Concept: how to rclone sync new files without relying on timestamps, without flooding local storage

stealth.mode · September 11, 2021, 7:42am

Our approach of synchronizing new files from cloud to local may be of interest for others. So I'll share it.

Background:

Our application stores chunks of encrypted data als files in different cloud storages. Basic principles are:

do encrypt quantum computer safe
split encrypted data into chunks
store chunks in different legal entities (different providers in different countries).

File names are composed of hash values and a file is never modified as required by object store systems.

Problem:

On clients we want new files to be downloaded and processed. Only the result of the processing and only meta data of the files should be store somewhere locally. Cloud storages are used to sync data between multiple clients.
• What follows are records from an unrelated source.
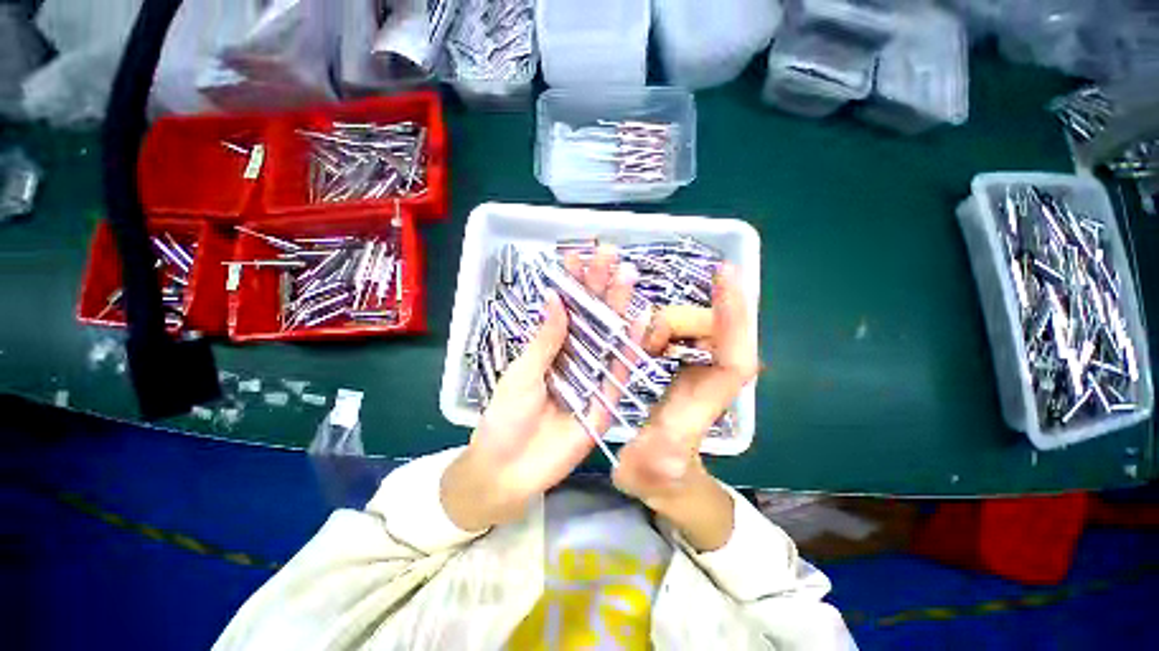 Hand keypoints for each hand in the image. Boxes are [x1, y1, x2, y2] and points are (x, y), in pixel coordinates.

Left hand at [442, 246, 641, 531]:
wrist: (510, 472)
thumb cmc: (505, 418)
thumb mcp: (522, 374)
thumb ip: (544, 341)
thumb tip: (557, 298)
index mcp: (550, 348)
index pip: (566, 308)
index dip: (572, 282)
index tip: (578, 255)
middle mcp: (574, 357)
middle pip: (590, 317)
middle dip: (599, 286)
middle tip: (610, 255)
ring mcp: (592, 377)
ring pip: (608, 337)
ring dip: (618, 308)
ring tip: (627, 276)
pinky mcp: (607, 399)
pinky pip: (620, 371)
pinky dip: (631, 346)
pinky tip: (641, 319)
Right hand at [613, 264, 758, 550]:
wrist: (667, 475)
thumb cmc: (659, 474)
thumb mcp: (648, 472)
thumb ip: (655, 463)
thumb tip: (661, 448)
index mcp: (705, 405)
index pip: (735, 357)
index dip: (735, 317)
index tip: (725, 275)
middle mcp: (712, 378)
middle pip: (711, 329)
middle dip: (678, 322)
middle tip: (647, 343)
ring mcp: (702, 366)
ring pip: (697, 323)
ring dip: (670, 322)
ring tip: (644, 346)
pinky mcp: (688, 361)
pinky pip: (684, 328)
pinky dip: (666, 322)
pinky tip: (645, 336)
In the beginning we used rclone sync with the --max-age property. But file creation time may be something different than file arrival time in the cloud. And how to handle wrong time settings on the clients? And how to prevent customers from changing the time while synching files? As always relying on timestamps is no fun.

So we had the following idea:

how about syncing everything from remote to local, process the synced data and evacuate the processed files then? So we only have empty files locally with the same file names as the ones in the cloud. We guide rclone not to take care about modification time nor about md5 values, just file names.

We listen to file system events, so our Flutter code get's informed about new arrivals and about local (empty) files which get deleted because their counterpart in the cloud got deleted. We have lots of empty files which we use as an inventory (they are actually not empty but keep meta data but do not hold heavy payload).

What we achieved:

We relay heavily on rclone sync. Because files only get created and deleted and never modified we advice rclone to ignore all time consuming processing criteria. rclone sync then just pulls files which are missing locally. And removes local files which are missing in the cloud. And when a Dido clients clock is set to 6th of June 2013 (wich is an important date) rclone sync still works as expected.

stealth.mode · September 12, 2021, 4:15am

To be more precise, we use:
--ignore-existing
which makes processing that fast. Furthermore, because we call rclone sync often, we also use:

--fast-list
--retries 1
--low-level-retries 5

asdffdsa · September 12, 2021, 5:54pm

you see to have a complex use case, so not sure this is helpful

use rclone check and feed that output to rclone copy

stealth.mode · September 14, 2021, 9:41am

Thank you for your idea of using rclone check. But using empty documents with rclone sync and making rclone ignore all existing stuff just fist perfectly to our use case. That's why I shared the approach because it is not an obvious solution.

system · November 14, 2021, 5:41am

This topic was automatically closed 60 days after the last reply. New replies are no longer allowed.